Revisiting the Reinhart-Rogoff Kerfuffle and the Consequences of High Government Debt

Last September, the Centre for Independent Studies (CIS) asked us for an article updating our commentary on the Reinhart-Rogoff controversy, while combining it with one of our government debt studies. The article appeared in the latest issue of the organization’s POLICY Magazine, which hit the newsstands in Australia last month (the CIS is based in New South Wales). Kudos to the CIS and editor Stephen Kirchner for excellent editing. Here’s the first part of the article; we’ll post the second tomorrow.

The Consequences of High Government Debt: Reinhart and Rogoff Versus Pundits (Part 1)

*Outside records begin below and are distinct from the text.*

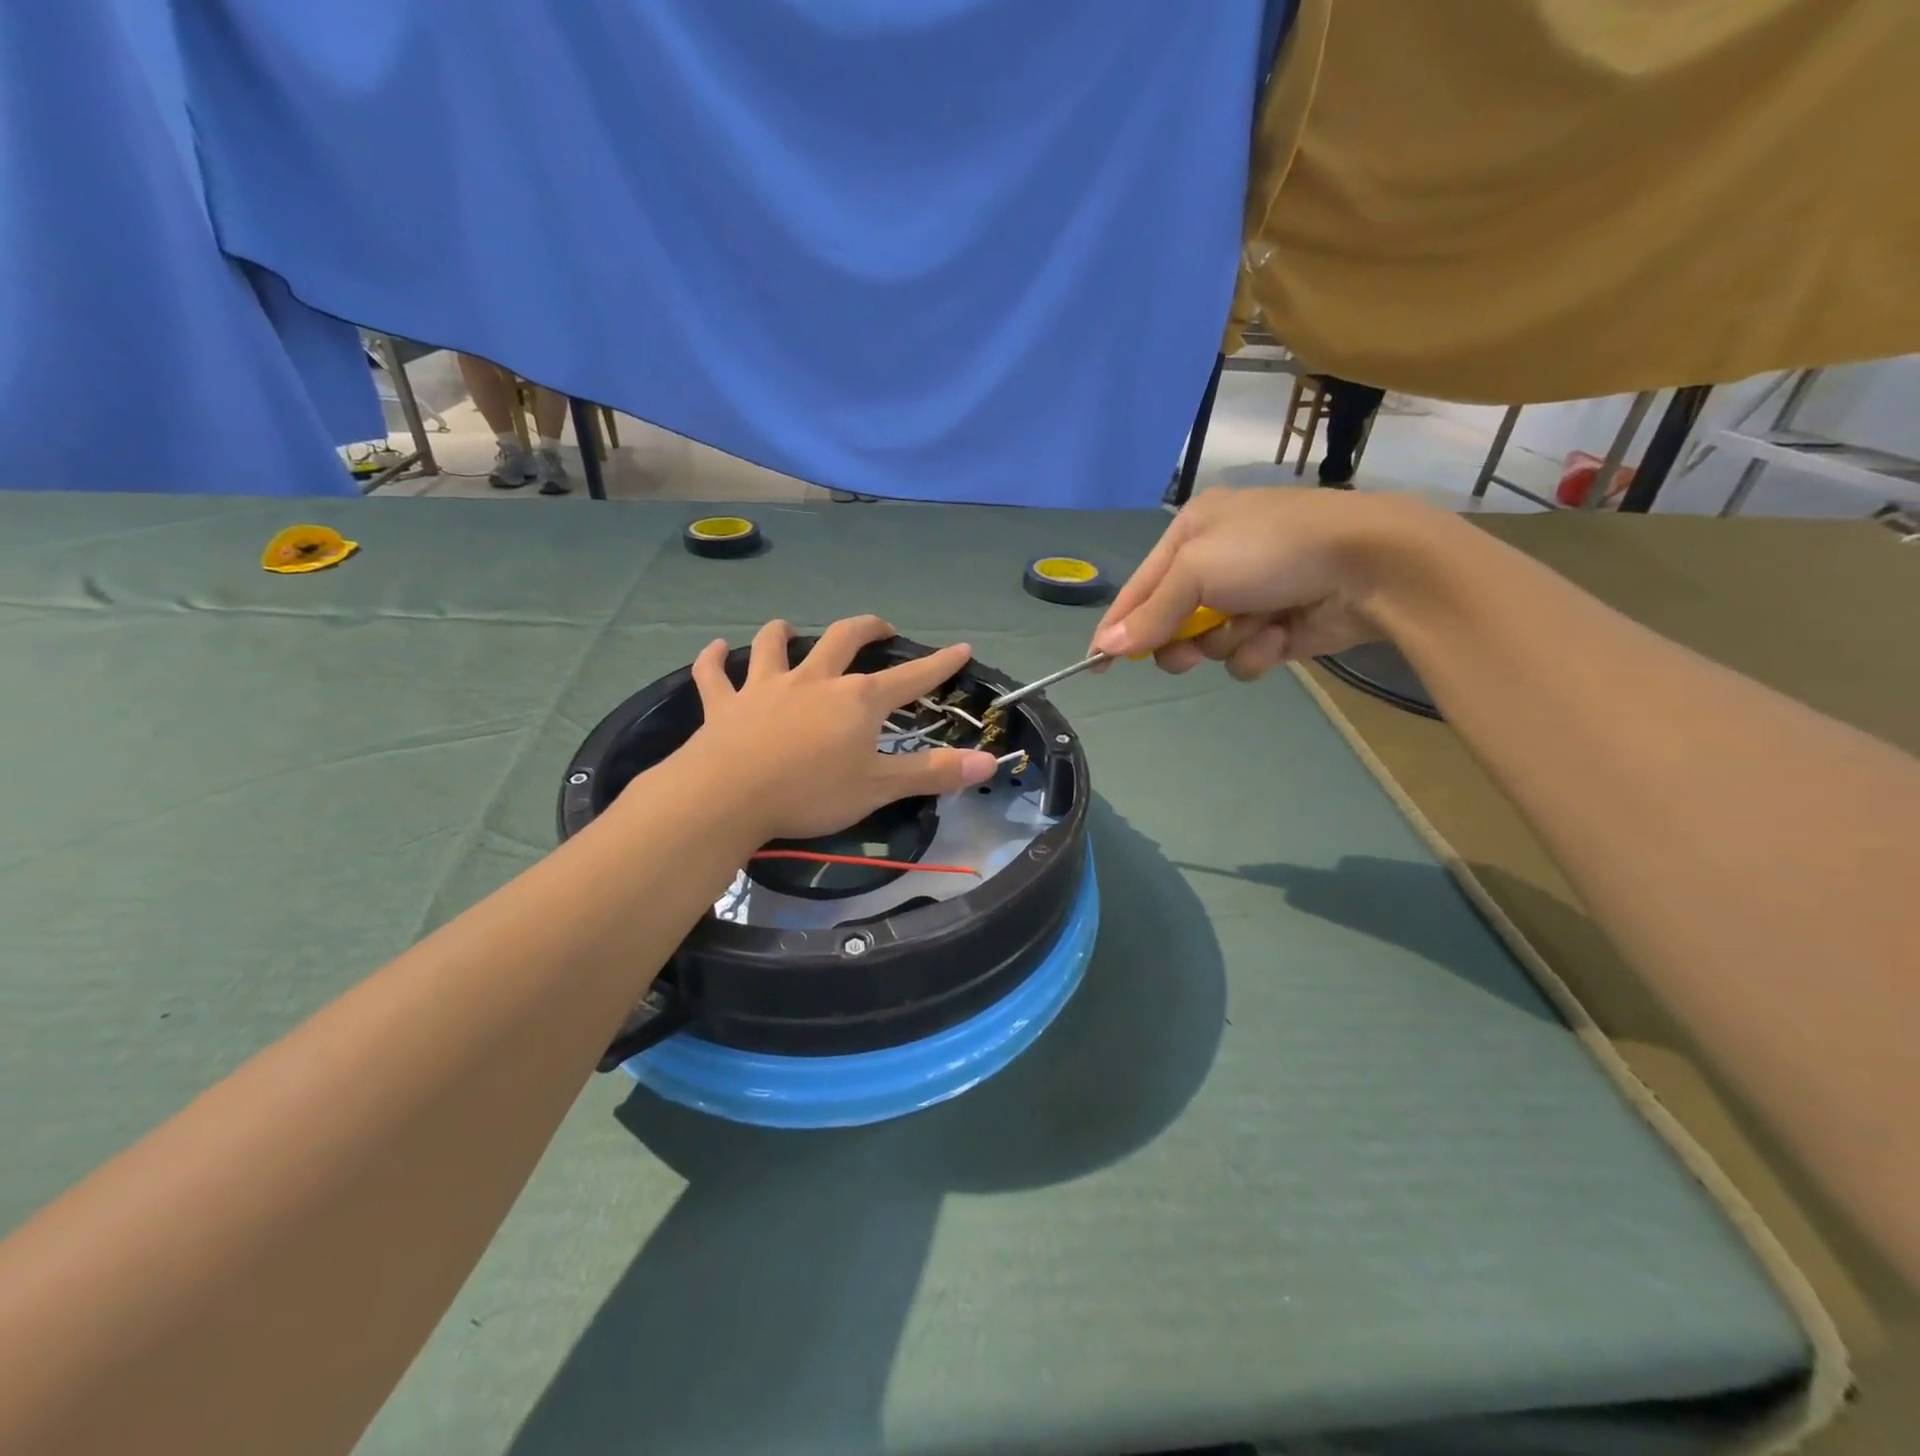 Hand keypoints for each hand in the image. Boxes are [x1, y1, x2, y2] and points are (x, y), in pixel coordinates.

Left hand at [677, 616, 997, 841]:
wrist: (728, 796)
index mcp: (857, 700)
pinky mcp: (724, 705)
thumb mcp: (879, 788)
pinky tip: (713, 650)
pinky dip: (713, 660)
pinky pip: (715, 675)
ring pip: (773, 646)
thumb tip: (990, 762)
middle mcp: (814, 681)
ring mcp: (765, 688)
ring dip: (782, 633)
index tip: (961, 648)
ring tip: (788, 628)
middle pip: (843, 640)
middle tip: (880, 628)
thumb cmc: (810, 793)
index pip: (910, 678)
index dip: (939, 664)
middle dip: (866, 629)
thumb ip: (934, 773)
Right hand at [1090, 487, 1429, 680]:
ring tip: (1255, 628)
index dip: (1117, 626)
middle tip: (1188, 653)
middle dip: (1178, 642)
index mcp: (1193, 532)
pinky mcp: (1279, 627)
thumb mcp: (1196, 571)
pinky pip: (1245, 655)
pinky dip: (1258, 651)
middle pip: (1170, 622)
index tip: (1095, 662)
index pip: (1139, 588)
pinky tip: (1281, 635)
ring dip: (1226, 642)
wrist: (1371, 564)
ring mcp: (1251, 596)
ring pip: (1208, 644)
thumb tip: (1105, 647)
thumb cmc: (1271, 552)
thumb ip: (1150, 613)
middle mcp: (1218, 562) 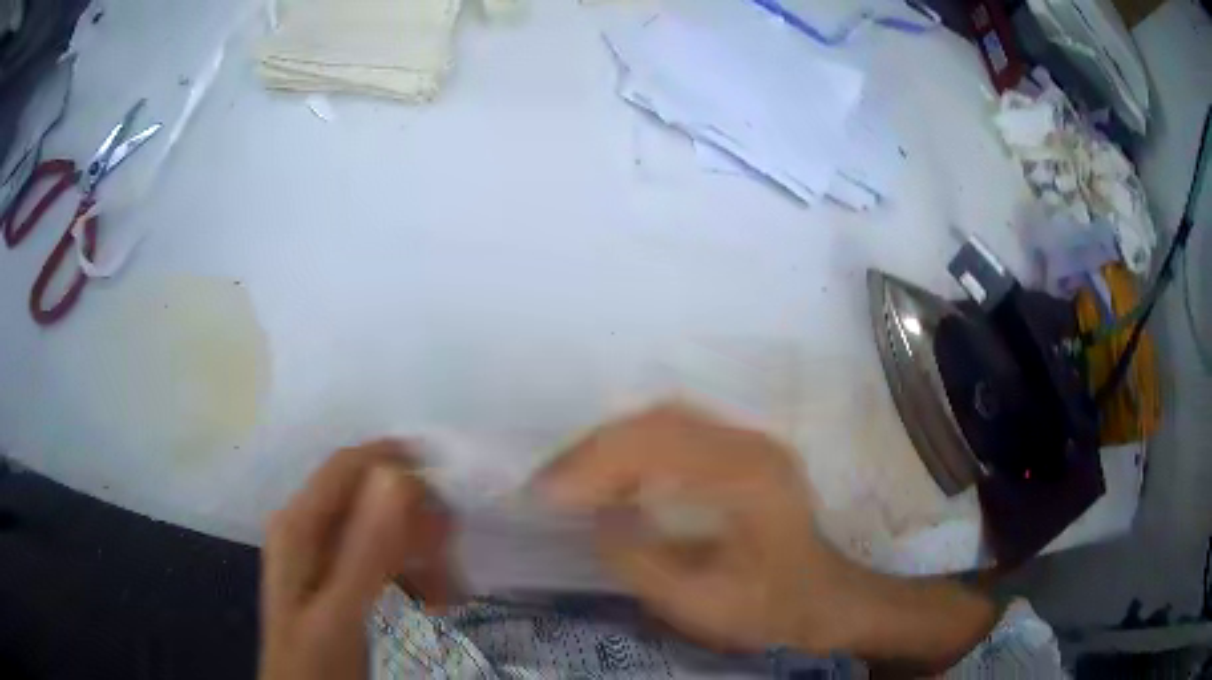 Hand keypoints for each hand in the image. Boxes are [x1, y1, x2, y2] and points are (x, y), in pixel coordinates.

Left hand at [259, 441, 457, 679]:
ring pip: (381, 526)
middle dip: (416, 518)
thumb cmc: (317, 660)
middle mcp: (308, 527)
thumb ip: (366, 550)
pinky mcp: (338, 576)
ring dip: (419, 549)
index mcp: (299, 524)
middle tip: (454, 555)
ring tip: (449, 590)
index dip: (397, 460)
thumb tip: (398, 477)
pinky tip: (432, 598)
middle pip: (368, 495)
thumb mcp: (342, 612)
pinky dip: (412, 570)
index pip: (349, 466)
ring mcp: (323, 552)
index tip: (451, 480)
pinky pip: (382, 555)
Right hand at [538, 405, 863, 653]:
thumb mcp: (700, 602)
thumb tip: (596, 519)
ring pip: (665, 420)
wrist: (822, 598)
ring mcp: (750, 441)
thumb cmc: (768, 607)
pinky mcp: (743, 451)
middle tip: (550, 485)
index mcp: (749, 476)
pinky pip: (677, 434)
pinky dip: (634, 450)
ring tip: (571, 480)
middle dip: (595, 448)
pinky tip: (613, 479)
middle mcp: (751, 443)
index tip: (547, 493)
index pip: (660, 443)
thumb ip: (641, 561)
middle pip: (660, 419)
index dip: (595, 462)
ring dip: (611, 445) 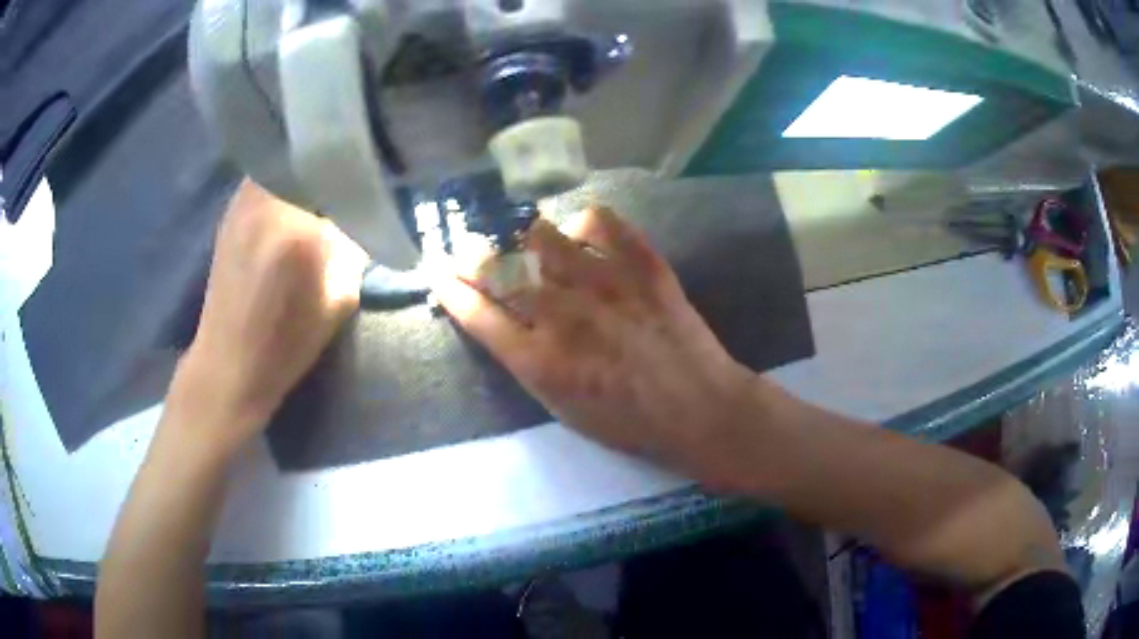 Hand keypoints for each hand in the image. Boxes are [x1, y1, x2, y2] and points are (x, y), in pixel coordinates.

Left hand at [172, 181, 368, 453]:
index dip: (362, 167)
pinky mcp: (231, 210)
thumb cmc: (288, 340)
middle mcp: (264, 201)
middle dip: (334, 160)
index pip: (340, 171)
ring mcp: (242, 201)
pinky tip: (297, 194)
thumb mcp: (340, 298)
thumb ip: (356, 244)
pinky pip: (267, 176)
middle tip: (354, 171)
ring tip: (327, 179)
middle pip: (308, 155)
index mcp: (296, 227)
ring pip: (284, 160)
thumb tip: (367, 207)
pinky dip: (286, 175)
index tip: (380, 173)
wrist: (229, 363)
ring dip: (307, 165)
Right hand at [432, 207, 757, 488]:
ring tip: (524, 239)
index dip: (453, 290)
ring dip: (522, 235)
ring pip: (541, 236)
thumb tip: (502, 323)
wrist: (698, 407)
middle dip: (474, 256)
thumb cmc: (629, 422)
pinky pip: (601, 222)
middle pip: (500, 269)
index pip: (477, 314)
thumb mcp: (562, 409)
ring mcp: (603, 283)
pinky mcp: (641, 264)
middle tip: (470, 250)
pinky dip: (584, 223)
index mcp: (539, 361)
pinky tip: (582, 235)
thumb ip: (526, 363)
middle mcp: (562, 315)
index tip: (441, 275) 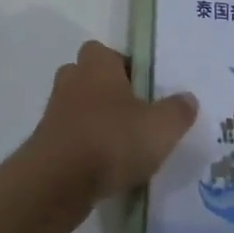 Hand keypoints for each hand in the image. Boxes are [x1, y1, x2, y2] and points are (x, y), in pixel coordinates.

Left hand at [28, 41, 197, 202]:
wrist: (58, 181)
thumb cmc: (111, 140)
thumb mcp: (160, 127)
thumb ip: (177, 111)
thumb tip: (189, 98)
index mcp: (98, 64)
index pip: (105, 51)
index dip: (122, 66)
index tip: (141, 88)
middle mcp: (72, 79)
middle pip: (88, 77)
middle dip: (106, 92)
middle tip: (131, 115)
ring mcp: (54, 111)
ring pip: (77, 107)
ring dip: (93, 121)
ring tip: (119, 146)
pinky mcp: (45, 143)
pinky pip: (68, 136)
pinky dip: (82, 147)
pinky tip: (102, 169)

By the onset of the 2008–09 global financial crisis, anyone with a passing interest in the consequences of excessive debt was familiar with economists Carmen Reinhart and Kenneth Rogoff.

Reinhart and Rogoff (I’ll call them ‘RR’) had spent years studying debt crises, and few economists were as qualified as RR to interpret events as they unfolded. They accurately predicted that the hangover from the crisis would be long and painful—and that public debt would increase rapidly to offset any contraction on the private side.

The second prediction, in particular, led to further research on government debt. In a 2010 paper, titled ‘Growth in a Time of Debt,’ RR suggested that economic growth tends to be unusually low after government debt rises above 90% of GDP.^{^[i]} They confirmed this result in a second paper in 2012, which dug deeper into the growth-debt relationship.[ii] The 90% result soon became RR’s best-known work, familiar to policymakers throughout the world.

RR in the crosshairs

But fame has its drawbacks, as RR learned the hard way. They were a prime target for populist economists who prefer to downplay the risks of excessive government borrowing. Even though their conclusions were consistent with the findings of other researchers, RR were the best known of the bunch and most clearly in the crosshairs.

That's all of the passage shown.